Segment Start: Records provided

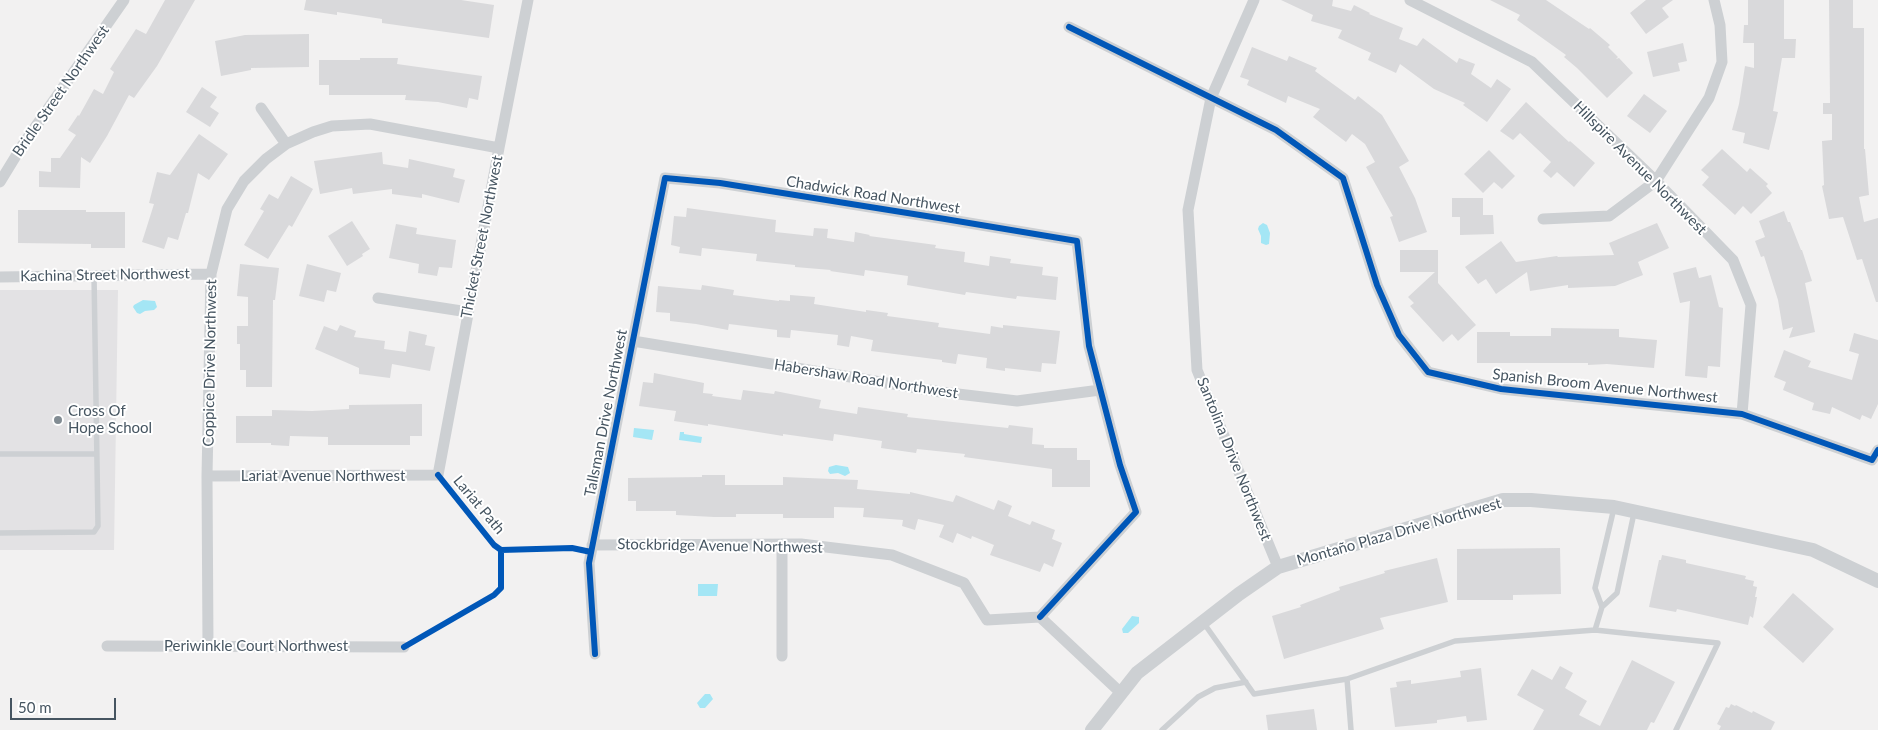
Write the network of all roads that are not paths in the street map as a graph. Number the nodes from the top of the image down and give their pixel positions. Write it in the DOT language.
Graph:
graph roads {
  1 [pos="124,0"];
  2 [pos="528,0"];
  3 [pos="1254,0"];
  4 [pos="1410,0"];
  5 [pos="1714,0"];
  6 [pos="1069,27"];
  7 [pos="1211,98"];
  8 [pos="261,108"];
  9 [pos="286,144"];
  10 [pos="498,148"];
  11 [pos="665,178"];
  12 [pos="1656,181"];
  13 [pos="0,182"];
  14 [pos="1543,219"];
  15 [pos="211,274"];
  16 [pos="94,276"];
  17 [pos="0,277"];
  18 [pos="378,298"];
  19 [pos="468,312"];
  20 [pos="632,341"];
  21 [pos="1100,390"];
  22 [pos="1742,414"];
  23 [pos="0,454"];
  24 [pos="96,454"];
  25 [pos="1875,455"];
  26 [pos="207,476"];
  27 [pos="438,476"];
  28 [pos="1614,507"];
  29 [pos="1634,512"];
  30 [pos="0,533"];
  31 [pos="782,544"];
  32 [pos="592,545"];
  33 [pos="1278,567"];
  34 [pos="1878,581"];
  35 [pos="1602,607"];
  36 [pos="1040,617"];
  37 [pos="1204,622"];
  38 [pos="1595,630"];
  39 [pos="107,646"];
  40 [pos="208,646"];
  41 [pos="404,647"];
  42 [pos="595,654"];
  43 [pos="782,656"];
  44 [pos="1348,680"];
  45 [pos="1246,682"];
  46 [pos="1121,693"];
  47 [pos="1092,730"];
  48 [pos="1162,730"];
  49 [pos="1352,730"];
  50 [pos="1676,730"];
  1 -- 13 [label="street, Bridle Street Northwest"];
  2 -- 10 [label="street, Thicket Street Northwest"];
  3 -- 7 [label="street, Santolina Drive Northwest"];
  4 -- 12 [label="street, Hillspire Avenue Northwest"];
  5 -- 12 [label="street"];
  6 -- 7 [label="street, Spanish Broom Avenue Northwest"];
  7 -- 22 [label="street, Spanish Broom Avenue Northwest"];
  7 -- 33 [label="street, Santolina Drive Northwest"];
  8 -- 9 [label="street"];
  9 -- 10 [label="street, Coppice Drive Northwest"];
  9 -- 15 [label="street, Coppice Drive Northwest"];
  10 -- 19 [label="street, Thicket Street Northwest"];
  11 -- 20 [label="street, Tallsman Drive Northwest"];
  11 -- 21 [label="street, Chadwick Road Northwest"];
  12 -- 14 [label="street"];
  12 -- 22 [label="street, Hillspire Avenue Northwest"];
  15 -- 16 [label="street, Kachina Street Northwest"];
  15 -- 26 [label="street, Coppice Drive Northwest"];
  16 -- 17 [label="street, Kachina Street Northwest"];
  16 -- 24 [label="lane"];
  18 -- 19 [label="street"];
  19 -- 27 [label="street, Thicket Street Northwest"];
  20 -- 21 [label="street, Habershaw Road Northwest"];
  20 -- 32 [label="street, Tallsman Drive Northwest"];
  21 -- 36 [label="street"];
  22 -- 25 [label="street, Spanish Broom Avenue Northwest"];
  23 -- 24 [label="lane"];
  24 -- 30 [label="lane"];
  26 -- 27 [label="street, Lariat Avenue Northwest"];
  26 -- 40 [label="street, Coppice Drive Northwest"];
  28 -- 29 [label="street, Montaño Plaza Drive Northwest"];
  28 -- 33 [label="street, Montaño Plaza Drive Northwest"];
  28 -- 35 [label="lane"];
  29 -- 34 [label="street, Montaño Plaza Drive Northwest"];
  29 -- 35 [label="lane"];
  31 -- 32 [label="street, Stockbridge Avenue Northwest"];
  31 -- 36 [label="street, Stockbridge Avenue Northwest"];
  31 -- 43 [label="street"];
  32 -- 42 [label="street, Tallsman Drive Northwest"];
  33 -- 37 [label="street, Montaño Plaza Drive Northwest"];
  35 -- 38 [label="lane"];
  36 -- 46 [label="street"];
  37 -- 45 [label="lane"];
  37 -- 46 [label="street, Montaño Plaza Drive Northwest"];
  38 -- 44 [label="lane"];
  38 -- 50 [label="lane"];
  39 -- 40 [label="street, Periwinkle Court Northwest"];
  40 -- 41 [label="street, Periwinkle Court Northwest"];
  44 -- 45 [label="lane"];
  44 -- 49 [label="lane"];
  45 -- 48 [label="lane"];
  46 -- 47 [label="street, Montaño Plaza Drive Northwest"];
}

Segment End: Records provided

Work to be completed
Transcribe each line above verbatim, with the pictures left out.

Your solution
Write the network of all roads that are not paths in the street map as a graph. Number the nodes from the top of the image down and give their pixel positions. Write it in the DOT language.
Graph:
graph roads {
  1 [pos="124,0"];
  2 [pos="528,0"];
  3 [pos="1254,0"];
  4 [pos="1410,0"];
  5 [pos="1714,0"];
  6 [pos="1069,27"];
  7 [pos="1211,98"];
  8 [pos="261,108"];
  9 [pos="286,144"];
  10 [pos="498,148"];
  11 [pos="665,178"];
  12 [pos="1656,181"];
  13 [pos="0,182"];
  14 [pos="1543,219"];
  15 [pos="211,274"];
  16 [pos="94,276"];
  17 [pos="0,277"];
  18 [pos="378,298"];
  19 [pos="468,312"];
  20 [pos="632,341"];
  21 [pos="1100,390"];
  22 [pos="1742,414"];
  23 [pos="0,454"];
  24 [pos="96,454"];
  25 [pos="1875,455"];
  26 [pos="207,476"];
  27 [pos="438,476"];
  28 [pos="1614,507"];
  29 [pos="1634,512"];
  30 [pos="0,533"];
  31 [pos="782,544"];
  32 [pos="592,545"];
  33 [pos="1278,567"];
  34 [pos="1878,581"];
  35 [pos="1602,607"];
  36 [pos="1040,617"];
  37 [pos="1204,622"];
  38 [pos="1595,630"];
  39 [pos="107,646"];
  40 [pos="208,646"];
  41 [pos="404,647"];
  42 [pos="595,654"];
  43 [pos="782,656"];
  44 [pos="1348,680"];
  45 [pos="1246,682"];
  46 [pos="1121,693"];
  47 [pos="1092,730"];
  48 [pos="1162,730"];
  49 [pos="1352,730"];
  50 [pos="1676,730"];
  1 -- 13 [label="street, Bridle Street Northwest"];
  2 -- 10 [label="street, Thicket Street Northwest"];
  3 -- 7 [label="street, Santolina Drive Northwest"];
  4 -- 12 [label="street, Hillspire Avenue Northwest"];
  5 -- 12 [label="street"];
  6 -- 7 [label="street, Spanish Broom Avenue Northwest"];
  7 -- 22 [label="street, Spanish Broom Avenue Northwest"];
  7 -- 33 [label="street, Santolina Drive Northwest"];
  8 -- 9 [label="street"];
  9 -- 10 [label="street, Coppice Drive Northwest"];
  9 -- 15 [label="street, Coppice Drive Northwest"];
  10 -- 19 [label="street, Thicket Street Northwest"];
  11 -- 20 [label="street, Tallsman Drive Northwest"];
  11 -- 21 [label="street, Chadwick Road Northwest"];
  12 -- 14 [label="street"];
  12 -- 22 [label="street, Hillspire Avenue Northwest"];
  15 -- 16 [label="street, Kachina Street Northwest"];
  15 -- 26 [label="street, Coppice Drive Northwest"];
  16 -- 17 [label="street, Kachina Street Northwest"];
  16 -- 24 [label="lane"];
  18 -- 19 [label="street"];
  19 -- 27 [label="street, Thicket Street Northwest"];
  20 -- 21 [label="street, Habershaw Road Northwest"];
  20 -- 32 [label="street, Tallsman Drive Northwest"];
  21 -- 36 [label="street"];
  22 -- 25 [label="street, Spanish Broom Avenue Northwest"];
  23 -- 24 [label="lane"];
  24 -- 30 [label="lane"];
  26 -- 27 [label="street, Lariat Avenue Northwest"];
  26 -- 40 [label="street, Coppice Drive Northwest"];
  28 -- 29 [label="street, Montaño Plaza Drive Northwest"];
  28 -- 33 [label="street, Montaño Plaza Drive Northwest"];
  28 -- 35 [label="lane"];
  29 -- 34 [label="street, Montaño Plaza Drive Northwest"];
  29 -- 35 [label="lane"];
  31 -- 32 [label="street, Stockbridge Avenue Northwest"];
  31 -- 36 [label="street, Stockbridge Avenue Northwest"];
  31 -- 43 [label="street"];
  32 -- 42 [label="street, Tallsman Drive Northwest"];
  33 -- 37 [label="street, Montaño Plaza Drive Northwest"];
  35 -- 38 [label="lane"];
  36 -- 46 [label="street"];
  37 -- 45 [label="lane"];
  37 -- 46 [label="street, Montaño Plaza Drive Northwest"];
  38 -- 44 [label="lane"];
  38 -- 50 [label="lane"];
  39 -- 40 [label="street, Periwinkle Court Northwest"];
  40 -- 41 [label="street, Periwinkle Court Northwest"];
  44 -- 45 [label="lane"];
  44 -- 49 [label="lane"];
  45 -- 48 [label="lane"];
  46 -- 47 [label="street, Montaño Plaza Drive Northwest"];
}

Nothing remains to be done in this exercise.